I use whatever cleaning rods I can find in a package on the display at Wal-Mart or wherever. 

Most of them work well,  a few have broken at the threaded joins but that is because they  are supposed to be pushed or pulled STRAIGHT and I screwed up. 

I have a thin small steel one that fits in the bottom of the 'Necessary' bag for the BP rifles against emergency need;  an aluminum and a brass one in my range box that are usually the ones that do the work.  Sometimes I have used a long screwdriver to push a patch (wad of paper towel saturated with solvent or oil?) through the barrels of my handguns or to get into crannies of mechanism;  and a needle nose pliers with a long thin very needle nose to pull the patch back out. 

Before anyone jumps down my throat:  I am well aware of the hazard of steel against steel.  I am careful and take precaution.  I have professional experience in other places caring for delicate and sensitive devices.  (Professional operator:  Do not try this at home?? <lmao>)  I have been successfully doing this for nearly 50 years.  50 is not my age,  it is approximately how long I have been shooting and cleaning guns.  :P

The professional  and the serious competition shooters say to only use a one-piece rod and it must be made of brass or,  more recently,  carbon fiber.  Reminiscent of back when brass cleaning rods were new and the purists were arguing about which kind of wood made the best ram rods and cleaning rods and bad-mouthing brass used for that.

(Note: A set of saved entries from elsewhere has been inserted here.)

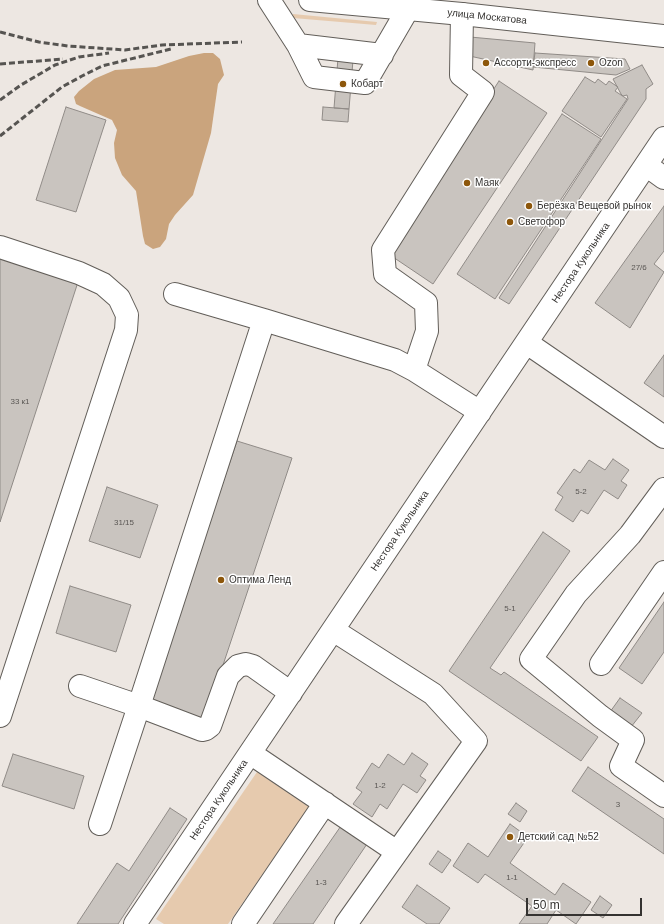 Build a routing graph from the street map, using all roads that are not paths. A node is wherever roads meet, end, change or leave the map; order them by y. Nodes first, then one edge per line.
1 (269, 0) edge
2 (310, 0) edge
3 (408, 9) junction
4 (462, 14) junction
5 (664, 36) edge
6 (298, 46) junction
7 (382, 55) junction
8 (664, 138) edge
9 (646, 165) junction
10 (664, 178) edge
11 (0, 247) edge
12 (175, 294) dead end
13 (264, 320) junction
14 (527, 343) junction
15 (414, 370) junction
16 (480, 412) junction
17 (664, 438) edge
18 (664, 489) edge
19 (664, 572) edge
20 (333, 630) junction
21 (601, 664) dead end
22 (80, 686) dead end
23 (291, 693) junction
24 (139, 706) junction
25 (0, 716) edge
26 (250, 753) junction
27 (664, 796) edge
28 (325, 803) junction
29 (100, 824) dead end
30 (397, 852) junction
31 (148, 904) junction
32 (135, 924) edge
33 (157, 924) edge
34 (243, 924) edge
35 (346, 924) edge

1 - 6 street
2 - 3 street, улица Москатова
3 - 4 street, улица Москатова
3 - 7 street
4 - 5 street, улица Москатова
4 - 15 street
6 - 7 street
6 - 7 street
8 - 9 street, Нестора Кукольника
9 - 10 street
9 - 14 street, Нестора Кукольника
11 - 25 street
12 - 13 street
13 - 15 street
13 - 24 street
14 - 16 street, Нестора Кукольника
14 - 17 street
15 - 16 street
16 - 20 street, Нестора Кукольника
18 - 27 street
19 - 21 street
20 - 23 street, Нестора Кукольника
20 - 30 street
22 - 24 street
23 - 24 street
23 - 26 street, Нестора Кукольника
24 - 29 street
26 - 28 street
26 - 31 street, Нестора Кукольника
28 - 30 street
28 - 34 street
30 - 35 street
31 - 32 street, Нестора Кукольника
31 - 33 street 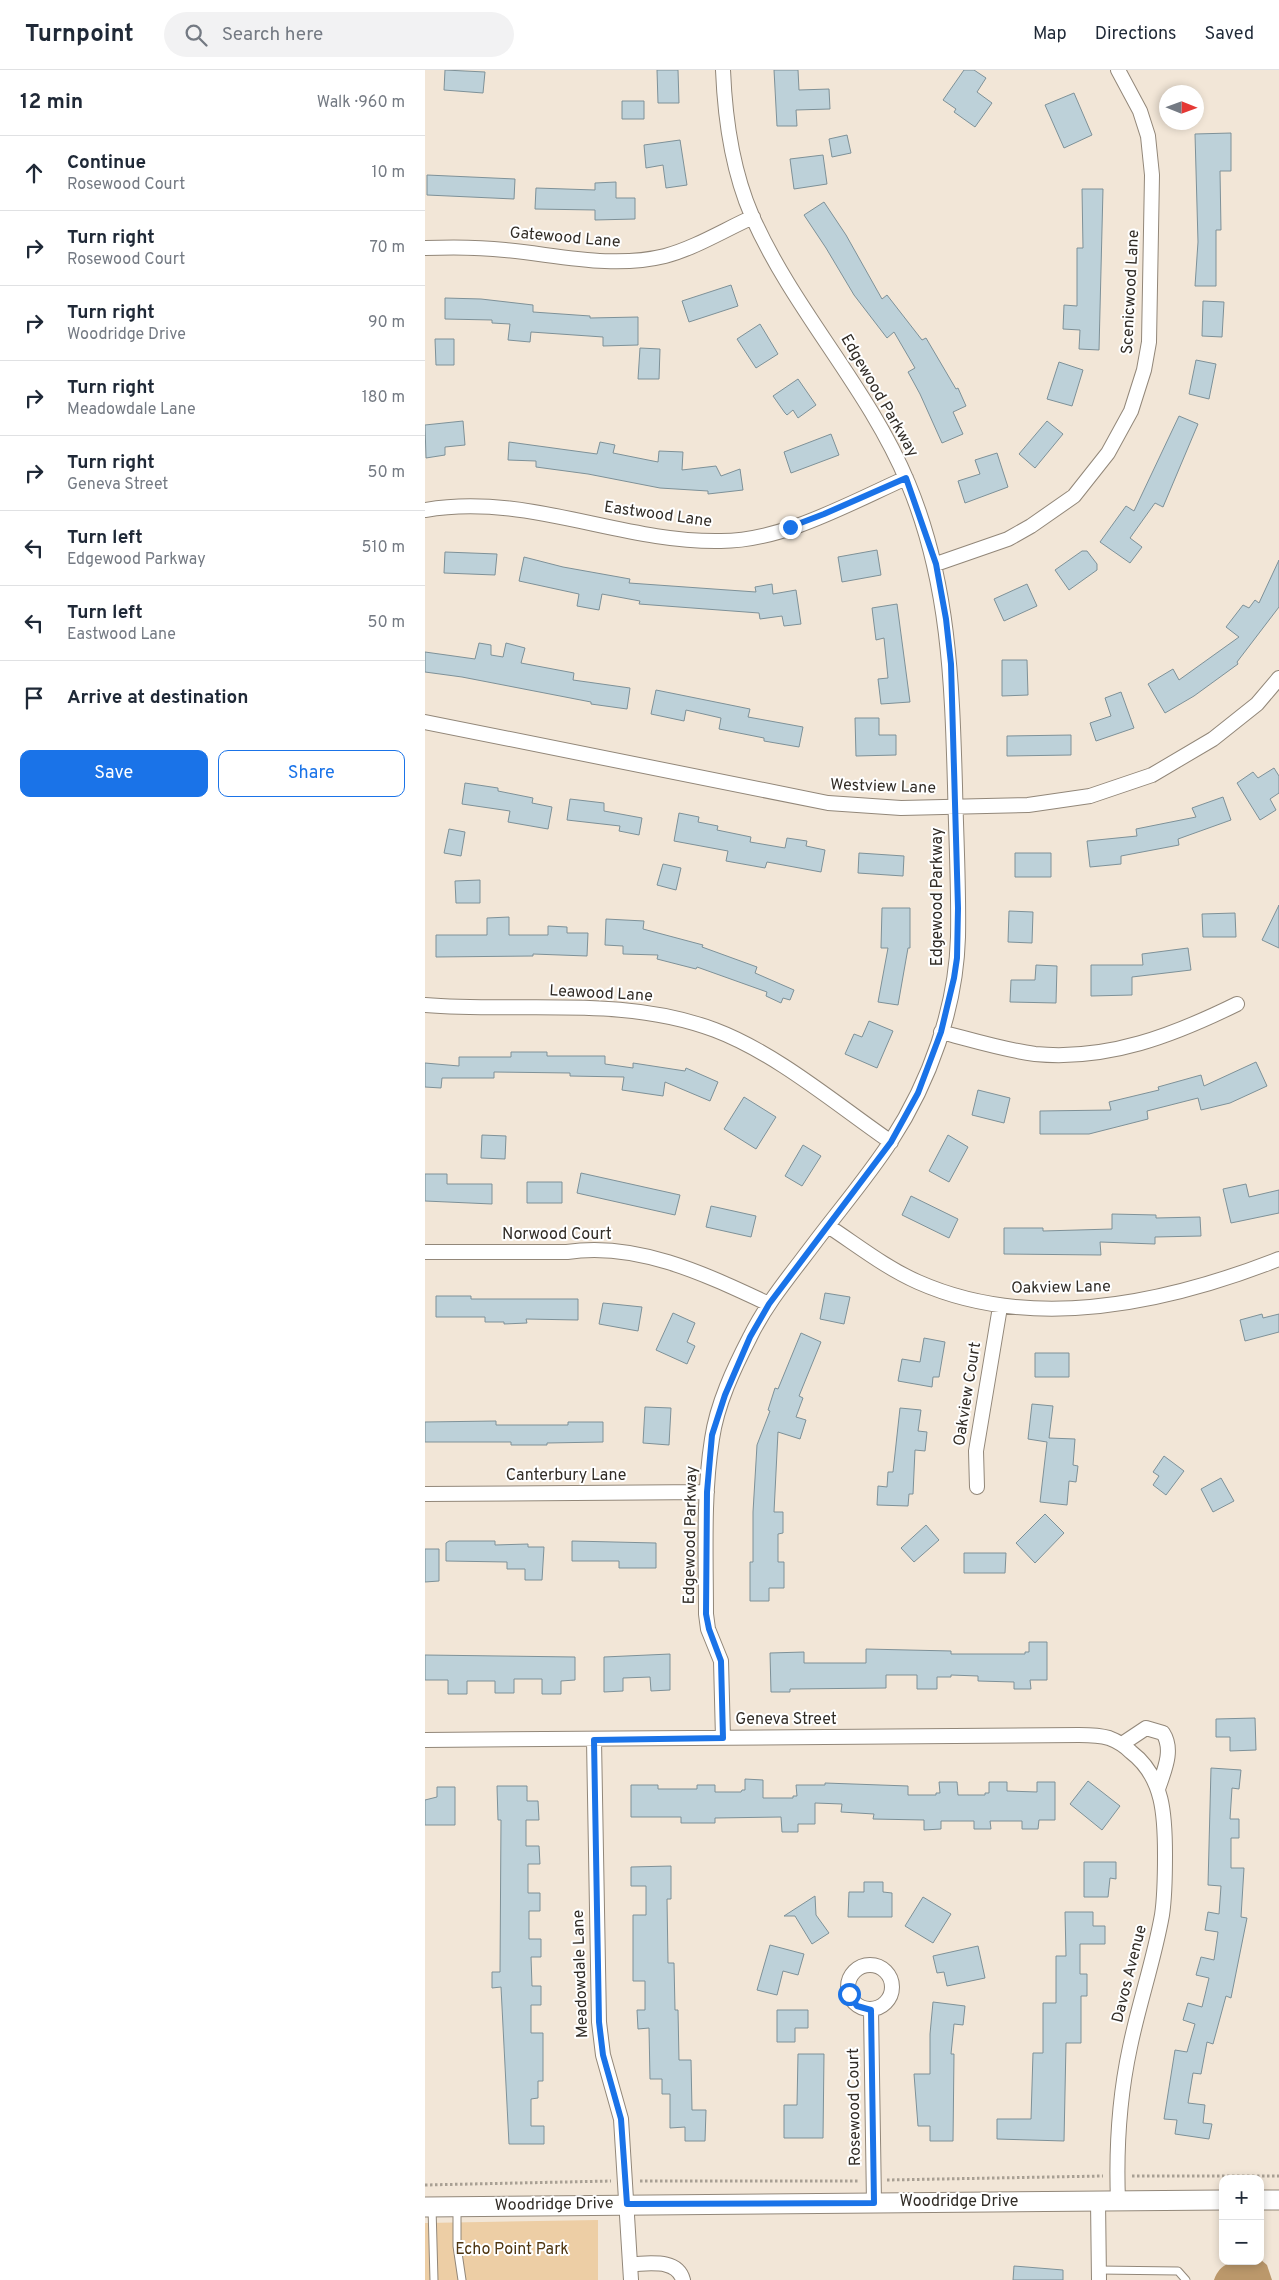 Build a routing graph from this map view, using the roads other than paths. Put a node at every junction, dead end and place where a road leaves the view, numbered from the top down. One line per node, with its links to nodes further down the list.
1 (723, 70): 3 (street, Edgewood Parkway)
2 (1118, 70): 7 (street, Scenicwood Lane)
3 (753, 217): 4 (street, Gatewood Lane); 5 (street, Edgewood Parkway)
4 (425, 248)
5 (906, 478): 6 (street, Eastwood Lane); 7 (street, Edgewood Parkway)
6 (425, 510)
7 (936, 564): 10 (street, Edgewood Parkway)
8 (1279, 678): 10 (street, Westview Lane)
9 (425, 722): 10 (street, Westview Lane)
10 (955, 807): 13 (street, Edgewood Parkway)
11 (1237, 1004): 13 (street)
12 (425, 1005): 14 (street, Leawood Lane)
13 (941, 1032): 14 (street, Edgewood Parkway)
14 (891, 1142): 15 (street, Edgewood Parkway)
15 (828, 1226): 18 (street, Edgewood Parkway); 19 (street, Oakview Lane)
16 (425, 1252): 18 (street, Norwood Court)
17 (1279, 1260): 19 (street, Oakview Lane)
18 (769, 1304): 21 (street, Edgewood Parkway)
19 (1000, 1306): 20 (street, Oakview Court)
20 (977, 1487)
21 (707, 1492): 22 (street, Canterbury Lane); 23 (street, Edgewood Parkway)
22 (425, 1494)
23 (723, 1738): 25 (street, Geneva Street); 26 (street, Geneva Street)
24 (425, 1740): 25 (street, Geneva Street)
25 (594, 1740): 36 (street, Meadowdale Lane)
26 (1122, 1744): 27 (street, Geneva Street); 28 (street)
27 (1141, 1759): 28 (street, Davos Avenue)
28 (1158, 1789): 33 (street, Davos Avenue)
29 (871, 2010): 35 (street, Rosewood Court)
30 (1219, 2200): 33 (street, Woodridge Drive)
31 (1264, 2200): 32 (street)
32 (1279, 2200)
33 (1119, 2201): 34 (street, Woodridge Drive)
34 (1098, 2202): 35 (street, Woodridge Drive); 40 (street)
35 (874, 2203): 36 (street, Woodridge Drive)
36 (627, 2204): 37 (street, Woodridge Drive); 39 (street, Meadowdale Lane)
37 (457, 2206): 38 (street, Woodridge Drive); 42 (lane)
38 (428, 2207): 41 (lane)
39 (631, 2264): 43 (street, Meadowdale Lane); 44 (street)
40 (1099, 2275): 45 (lane)
41 (433, 2280)
42 (462, 2280)
43 (631, 2280)
44 (683, 2280)
45 (1186, 2280) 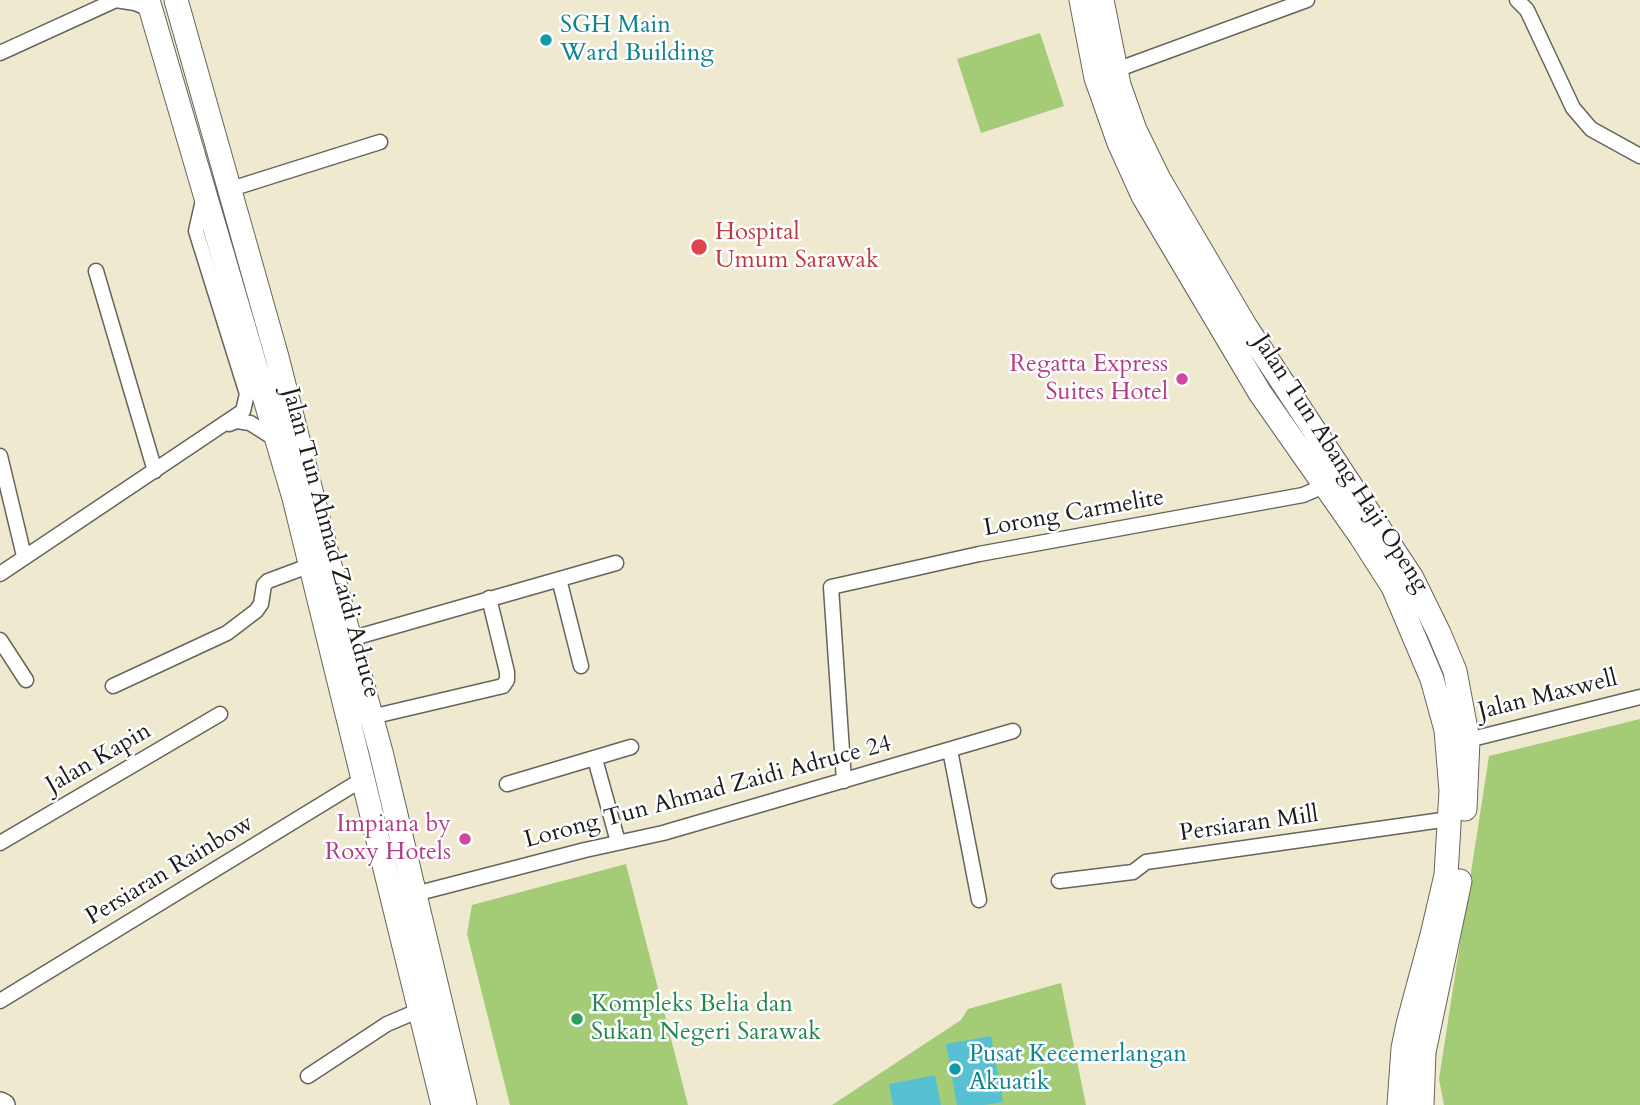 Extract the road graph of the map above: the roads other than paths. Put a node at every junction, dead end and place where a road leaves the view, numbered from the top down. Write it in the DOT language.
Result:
graph roads {
  1 [pos="116,0"];
  2 [pos="177,0"];
  3 [pos="192,0"];
  4 [pos="1081,0"];
  5 [pos="1102,0"];
  6 [pos="1307,0"];
  7 [pos="1517,0"];
  8 [pos="150,3"];
  9 [pos="188,40"];
  10 [pos="0,53"];
  11 [pos="1116,70"];
  12 [pos="380,142"];
  13 [pos="1640,156"];
  14 [pos="231,189"];
  15 [pos="204,194"];
  16 [pos="96,271"];
  17 [pos="247,394"];
  18 [pos="268,411"];
  19 [pos="222,427"];
  20 [pos="278,440"];
  21 [pos="0,456"];
  22 [pos="155,471"];
  23 [pos="1324,486"];
  24 [pos="24,556"];
  25 [pos="616,563"];
  26 [pos="311,565"];
  27 [pos="0,574"];
  28 [pos="559,579"];
  29 [pos="489,598"];
  30 [pos="350,639"];
  31 [pos="0,640"];
  32 [pos="581,666"];
  33 [pos="26,680"];
  34 [pos="113,686"];
  35 [pos="1640,697"];
  36 [pos="220,714"];
  37 [pos="371,717"];
  38 [pos="1013,731"];
  39 [pos="1468,740"];
  40 [pos="631,747"];
  41 [pos="950,750"];
  42 [pos="595,759"];
  43 [pos="363,779"];
  44 [pos="844,781"];
  45 [pos="507,785"];
  46 [pos="1449,819"];
  47 [pos="618,842"];
  48 [pos="0,843"];
  49 [pos="1059,881"];
  50 [pos="415,894"];
  51 [pos="979,901"];
  52 [pos="0,1001"];
  53 [pos="420,1010"];
  54 [pos="308,1076"];
  55 [pos="443,1105"];
  56 [pos="465,1105"];
  57 [pos="1399,1105"];
  58 [pos="1422,1105"];
  1 -- 8 [label="street"];
  1 -- 10 [label="street"];
  2 -- 9 [label="main road, Jalan Tun Ahmad Zaidi Adruce"];
  3 -- 9 [label="main road"];
  4 -- 23 [label="main road, Jalan Tun Abang Haji Openg"];
  5 -- 11 [label="main road, Jalan Tun Abang Haji Openg"];
  6 -- 11 [label="street"];
  7 -- 13 [label="street"];
  8 -- 15 [label="main road, Jalan Tun Ahmad Zaidi Adruce"];
  9 -- 14 [label="main road, Jalan Tun Ahmad Zaidi Adruce"];
  11 -- 39 [label="main road, Jalan Tun Abang Haji Openg"];
  12 -- 14 [label="street"];
  14 -- 30 [label="main road, Jalan Tun Ahmad Zaidi Adruce"];
  15 -- 17 [label="street"];
  15 -- 18 [label="main road, Jalan Tun Ahmad Zaidi Adruce"];
  16 -- 22 [label="street"];
  17 -- 18 [label="street"];
  17 -- 19 [label="street"];
  18 -- 20 [label="main road, Jalan Tun Ahmad Zaidi Adruce"];
  19 -- 20 [label="street"];
  19 -- 22 [label="street"];
  20 -- 26 [label="main road, Jalan Tun Ahmad Zaidi Adruce"];
  21 -- 24 [label="street"];
  22 -- 24 [label="street"];
  23 -- 44 [label="street, Lorong Carmelite"];
  23 -- 46 [label="main road, Jalan Tun Abang Haji Openg"];
  24 -- 27 [label="street"];
  25 -- 28 [label="street"];
  26 -- 34 [label="street"];
  26 -- 43 [label="main road, Jalan Tun Ahmad Zaidi Adruce"];
  28 -- 29 [label="street"];
  28 -- 32 [label="street"];
  29 -- 30 [label="street"];
  29 -- 37 [label="street"];
  30 -- 37 [label="main road, Jalan Tun Ahmad Zaidi Adruce"];
  31 -- 33 [label="street"];
  35 -- 39 [label="street, Jalan Maxwell"];
  36 -- 48 [label="street, Jalan Kapin"];
  37 -- 50 [label="main road, Jalan Tun Ahmad Zaidi Adruce"];
  38 -- 41 [label="street, Lorong Tun Ahmad Zaidi Adruce 24"];
  39 -- 58 [label="main road, Jalan Tun Abang Haji Openg"];
  40 -- 42 [label="street"];
  41 -- 44 [label="street, Lorong Tun Ahmad Zaidi Adruce 24"];
  41 -- 51 [label="street"];
  42 -- 45 [label="street"];
  42 -- 47 [label="street"];
  43 -- 52 [label="street, Persiaran Rainbow"];
  43 -- 53 [label="main road, Jalan Tun Ahmad Zaidi Adruce"];
  44 -- 47 [label="street, Lorong Tun Ahmad Zaidi Adruce 24"];
  46 -- 49 [label="street, Persiaran Mill"];
  46 -- 57 [label="main road, Jalan Tun Abang Haji Openg"];
  47 -- 50 [label="street, Lorong Tun Ahmad Zaidi Adruce 24"];
  50 -- 56 [label="main road, Jalan Tun Ahmad Zaidi Adruce"];
  53 -- 54 [label="street"];
  53 -- 55 [label="main road, Jalan Tun Ahmad Zaidi Adruce"];
}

My thinking is to use whatever makes you happy.  Mainly,  clean those guns!  They really do a lot better clean,  in every way.  I wince when I hear or read someones statement about his guns not doing well until they accumulate the crud of 50 or 100 or however many rounds.

I read this back to myself and apologize for the hostilities.  I still think it is valid and worth saying.  My mood just needs a good  'fix' of a day at the shooting range that has been delayed too long. ::)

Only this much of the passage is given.